These changes are the result of a vibrant sex trade abolitionist movement emerging in Holland.

The Dutch legalised their brothel industry in the year 2000. The government promised that this would result in safety for the women, and an end to trafficking. It claimed that everything would be above board, safe and clean. The opposite happened. Sex tourism is now a major industry, with British men being one group of Europeans visiting the city to pay for sex. A number of punters I have interviewed told me that they wouldn’t have dreamt of using prostituted women back home, but that being in Holland gave them permission to do it.

The illegal and unlicensed sex trade has boomed under legalisation, trafficking of women has risen dramatically, demand is on the rise and the women are certainly no safer than they were when pimping was illegal.

I have been visiting Holland over the course of 15 years, researching the consequences of legalisation. I have interviewed sex buyers (including one who told me he first paid for sex when he was 12 years old), women in brothels, pimps and pro-legalisation lobbyists that make a profit off the backs of prostituted women.

Xaviera Hollander is a big part of the propaganda machine that promotes the notion that prostituted women under legalisation are having a great time. Hollander is known for her memoir, The Happy Hooker: My Own Story, which sold by the millions. I visited her at her home in Amsterdam, to ask if she thinks the women are happy under legalisation. She admits to me that trafficking is on the rise, and that legalisation is far from effective in removing criminality from the sex trade. Coming from a former pimp, this is quite something.

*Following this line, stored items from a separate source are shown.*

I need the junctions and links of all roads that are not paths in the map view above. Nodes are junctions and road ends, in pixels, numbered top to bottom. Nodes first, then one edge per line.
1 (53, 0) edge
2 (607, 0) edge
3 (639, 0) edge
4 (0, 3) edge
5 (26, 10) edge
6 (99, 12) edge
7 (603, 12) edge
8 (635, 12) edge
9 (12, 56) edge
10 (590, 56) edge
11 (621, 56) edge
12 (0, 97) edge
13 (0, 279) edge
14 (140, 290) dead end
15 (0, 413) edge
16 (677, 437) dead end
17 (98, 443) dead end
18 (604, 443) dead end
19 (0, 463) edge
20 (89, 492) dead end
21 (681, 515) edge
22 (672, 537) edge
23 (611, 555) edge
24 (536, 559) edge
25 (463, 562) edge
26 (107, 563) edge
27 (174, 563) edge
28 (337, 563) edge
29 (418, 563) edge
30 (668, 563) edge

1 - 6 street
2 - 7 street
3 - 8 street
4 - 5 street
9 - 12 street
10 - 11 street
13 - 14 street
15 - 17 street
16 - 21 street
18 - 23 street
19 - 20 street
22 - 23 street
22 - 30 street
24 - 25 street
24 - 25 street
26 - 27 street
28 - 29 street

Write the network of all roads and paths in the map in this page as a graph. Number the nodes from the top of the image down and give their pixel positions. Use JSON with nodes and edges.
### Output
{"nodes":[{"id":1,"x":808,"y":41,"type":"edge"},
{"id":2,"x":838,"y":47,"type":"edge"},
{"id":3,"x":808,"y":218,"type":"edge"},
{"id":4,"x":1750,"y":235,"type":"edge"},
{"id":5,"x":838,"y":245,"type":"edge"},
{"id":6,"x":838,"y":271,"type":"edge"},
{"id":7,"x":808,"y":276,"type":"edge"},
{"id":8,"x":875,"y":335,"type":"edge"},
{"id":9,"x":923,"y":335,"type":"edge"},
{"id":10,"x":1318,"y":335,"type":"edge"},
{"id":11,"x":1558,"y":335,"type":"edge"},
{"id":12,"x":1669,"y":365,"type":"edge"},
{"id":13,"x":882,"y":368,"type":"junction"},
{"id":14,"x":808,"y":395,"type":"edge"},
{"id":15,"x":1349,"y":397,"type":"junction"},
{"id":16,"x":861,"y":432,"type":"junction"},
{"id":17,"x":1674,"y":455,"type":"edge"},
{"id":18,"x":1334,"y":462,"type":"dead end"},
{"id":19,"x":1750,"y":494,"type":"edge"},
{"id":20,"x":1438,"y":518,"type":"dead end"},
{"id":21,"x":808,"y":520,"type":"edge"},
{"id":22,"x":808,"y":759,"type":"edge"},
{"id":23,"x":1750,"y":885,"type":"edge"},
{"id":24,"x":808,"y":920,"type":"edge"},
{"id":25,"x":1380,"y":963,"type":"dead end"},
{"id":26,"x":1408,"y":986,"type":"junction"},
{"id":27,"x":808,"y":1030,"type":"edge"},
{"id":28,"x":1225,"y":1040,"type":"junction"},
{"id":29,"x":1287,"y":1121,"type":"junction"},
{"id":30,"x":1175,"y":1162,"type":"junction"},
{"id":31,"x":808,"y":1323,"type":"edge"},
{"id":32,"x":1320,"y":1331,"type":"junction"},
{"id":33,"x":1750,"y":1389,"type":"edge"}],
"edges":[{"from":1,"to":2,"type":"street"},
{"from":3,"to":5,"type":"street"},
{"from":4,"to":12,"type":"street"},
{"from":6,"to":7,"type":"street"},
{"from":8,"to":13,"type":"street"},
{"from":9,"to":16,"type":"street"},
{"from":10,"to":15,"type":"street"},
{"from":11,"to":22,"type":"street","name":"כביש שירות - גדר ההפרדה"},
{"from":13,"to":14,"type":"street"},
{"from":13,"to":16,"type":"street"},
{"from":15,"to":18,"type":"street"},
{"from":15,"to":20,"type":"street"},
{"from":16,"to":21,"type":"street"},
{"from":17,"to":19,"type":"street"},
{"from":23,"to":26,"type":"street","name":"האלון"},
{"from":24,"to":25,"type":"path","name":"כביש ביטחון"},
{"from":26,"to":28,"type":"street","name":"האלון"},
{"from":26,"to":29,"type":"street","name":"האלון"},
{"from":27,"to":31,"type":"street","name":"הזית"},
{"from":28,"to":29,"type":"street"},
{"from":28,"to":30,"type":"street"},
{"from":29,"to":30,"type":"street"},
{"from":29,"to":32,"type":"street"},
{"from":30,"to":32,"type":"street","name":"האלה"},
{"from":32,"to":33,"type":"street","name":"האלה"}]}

There are large numbers of tour guides offering tours around Amsterdam’s red light areas. I took one of these tours last year, and was told that legalisation is a perfect model, that the women are safe and happy and the public accept the window brothels as part of the architecture. I asked the guide where he got his information from, and he told me that the Prostitution Information Centre (PIC) provide, for a fee, information for all of the tour companies. The PIC is run as a business by women who claim to be “sex workers”. In fact they appear to be nothing of the kind, being a company charging for this advice and therefore profiting from prostitution.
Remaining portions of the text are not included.